データ的に言えそうなのはここまでで、あとはレース映像からの推測になるが、
まず前半3Fの時点ではそこまで大きな差は開いてなくて、スタート直後は
後続もある程度脚を使わされる流れだった。
その後1コーナー付近から向こう正面半ばの間でかなりの差がつき、残り
1200~1000mでは落ち着いているように見えるので、おそらく4F~6Fの間は
後続のペースはかなり緩んでいる。
以上のことからレースラップと照らし合わせて後続の刻んだラップを考えると、
前半はやや速く、道中(1コーナー~向こう正面半ば)は一旦緩んで、その後
3コーナー手前からややペースアップして、ラスト4Fからはロングスパート
気味の上がり勝負といったところ。
したがってここで問われたのは並のG2~G3レベルの持久力と、末脚の
持続力だったと言えて、レース後半でかなり長い脚が必要だったために
脚質的にも(スタート直後に無理をしてない)後ろの馬が有利だった。
とにかく今年はテイエムプリキュアの存在によって展開が乱されつつも、
レースとしては見応えがあったし、この展開で斤量を背負って勝ちきった
オウケンブルースリのパフォーマンスは高く、例年異常なスローペースで
G2の格が全く感じられないレースになりつつあった京都大賞典が、普通の
G2に戻ったという感覚でいいのではないだろうか。
各馬について
出走各馬の詳細&次戦に向けての考察
オウケンブルースリ
展開自体は向いてはいたが、59kgを背負って勝負所では積極的に動いて
いたので十分評価できる内容。
とにかく末の持続力と上がりそのものの破壊力は健在で、持久力の点では
信頼し切れない部分があって距離が伸びたら分からないが、少なくとも
このくらいの距離であれば、この先もG1馬としての格を考慮した扱いで
良さそう。
とりあえずJC、有馬に関しては勝てるかどうかはともかく、確実に好走は
してきそうなイメージ。
スマートギア
展開が嵌った感もあるにはあるが、この距離で前に引っ張られた展開なので
一定の評価は出来る。
ただし斤量を背負って積極的に動いたオウケンブルースリとの比較では
今のところ逆転の要素が見えない。
トーセンキャプテン
レース後半で長い脚が必要となり、極端なスピード勝負にならなかったことが
功を奏したと考えられる。
地力もある程度高く、持続力もある馬だが、この先G1などのスピードが
問われる舞台で同じ結果が得られるとは到底思えない。
ジャガーメイル
直接的な敗因は前半の位置取りといったところだが、本質的にステイヤー的な
要素が強く、ここまで中距離的な資質が問われる流れになると、心肺機能的な
面は大丈夫でも、筋肉に対する負荷に耐え切れないのかも知れない。
そう考えると、この先のG1で期待できるとしたらスローに流れた場合のJC
くらいで(出れるかどうかはともかく)、道中から激しくやり合う肉弾戦では
割引いておく必要がありそう。
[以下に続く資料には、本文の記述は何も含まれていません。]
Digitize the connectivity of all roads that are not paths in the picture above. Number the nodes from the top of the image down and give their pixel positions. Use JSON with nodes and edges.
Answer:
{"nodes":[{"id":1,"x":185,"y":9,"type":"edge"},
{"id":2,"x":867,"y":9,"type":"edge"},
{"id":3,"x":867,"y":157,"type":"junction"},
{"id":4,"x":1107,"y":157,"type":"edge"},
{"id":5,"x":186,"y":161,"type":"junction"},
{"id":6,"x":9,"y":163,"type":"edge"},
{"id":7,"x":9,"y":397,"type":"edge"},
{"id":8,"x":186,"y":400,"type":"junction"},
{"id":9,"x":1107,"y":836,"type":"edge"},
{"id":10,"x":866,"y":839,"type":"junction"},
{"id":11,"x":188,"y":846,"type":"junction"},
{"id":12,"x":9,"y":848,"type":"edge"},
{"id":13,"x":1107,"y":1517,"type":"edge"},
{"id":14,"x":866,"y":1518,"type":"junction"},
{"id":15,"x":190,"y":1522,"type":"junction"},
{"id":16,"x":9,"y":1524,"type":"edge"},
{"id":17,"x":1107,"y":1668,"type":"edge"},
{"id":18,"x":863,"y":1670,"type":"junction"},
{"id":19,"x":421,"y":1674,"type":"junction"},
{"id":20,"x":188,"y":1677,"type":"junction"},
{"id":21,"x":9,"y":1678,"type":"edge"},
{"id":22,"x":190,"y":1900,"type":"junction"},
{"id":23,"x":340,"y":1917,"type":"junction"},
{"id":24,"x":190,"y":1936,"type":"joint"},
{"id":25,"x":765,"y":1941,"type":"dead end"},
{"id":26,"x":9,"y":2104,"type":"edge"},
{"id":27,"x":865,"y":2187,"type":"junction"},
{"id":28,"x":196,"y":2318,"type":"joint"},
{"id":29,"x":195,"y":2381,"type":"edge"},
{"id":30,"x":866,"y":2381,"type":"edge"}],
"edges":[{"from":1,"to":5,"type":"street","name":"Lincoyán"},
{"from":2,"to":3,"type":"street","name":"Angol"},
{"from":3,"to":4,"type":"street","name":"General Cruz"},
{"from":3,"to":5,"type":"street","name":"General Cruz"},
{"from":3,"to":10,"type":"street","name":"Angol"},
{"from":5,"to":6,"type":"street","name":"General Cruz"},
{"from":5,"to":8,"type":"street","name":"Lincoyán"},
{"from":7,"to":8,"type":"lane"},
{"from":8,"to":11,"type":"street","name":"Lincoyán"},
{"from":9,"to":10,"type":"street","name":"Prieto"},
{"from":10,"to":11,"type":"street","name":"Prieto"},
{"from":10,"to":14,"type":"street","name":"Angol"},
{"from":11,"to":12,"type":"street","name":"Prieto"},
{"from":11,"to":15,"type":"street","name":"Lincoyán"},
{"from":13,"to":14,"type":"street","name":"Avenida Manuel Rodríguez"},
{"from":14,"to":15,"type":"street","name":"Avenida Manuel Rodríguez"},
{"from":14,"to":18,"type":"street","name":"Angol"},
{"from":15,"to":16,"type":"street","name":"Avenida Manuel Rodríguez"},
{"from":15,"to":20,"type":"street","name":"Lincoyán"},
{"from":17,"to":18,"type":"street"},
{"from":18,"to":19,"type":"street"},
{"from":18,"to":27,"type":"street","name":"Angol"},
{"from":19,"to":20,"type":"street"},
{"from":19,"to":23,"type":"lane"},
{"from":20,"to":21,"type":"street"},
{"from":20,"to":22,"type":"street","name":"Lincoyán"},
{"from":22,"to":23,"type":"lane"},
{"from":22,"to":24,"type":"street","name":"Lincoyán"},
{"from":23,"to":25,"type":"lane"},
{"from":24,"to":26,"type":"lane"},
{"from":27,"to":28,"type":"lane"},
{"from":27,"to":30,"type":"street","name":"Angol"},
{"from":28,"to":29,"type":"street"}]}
(特に有馬記念)
モンテクリスエス
ダイヤモンドS勝ちからステイヤー的な見方をされて、天皇賞でも人気して
いた訳だが、個人的にはこの馬の持久力に疑問を持っていて、これ以上の
距離でスタミナ勝負をするよりも、持ち前の筋力が活きるこのくらいの距離の
方がおそらく本質的には合っている。
それでも速い脚が使えないために、この舞台では今回の結果が限界だったが、
この先、上がりが速くなりにくい中山あたりならもう少しやれてもいい。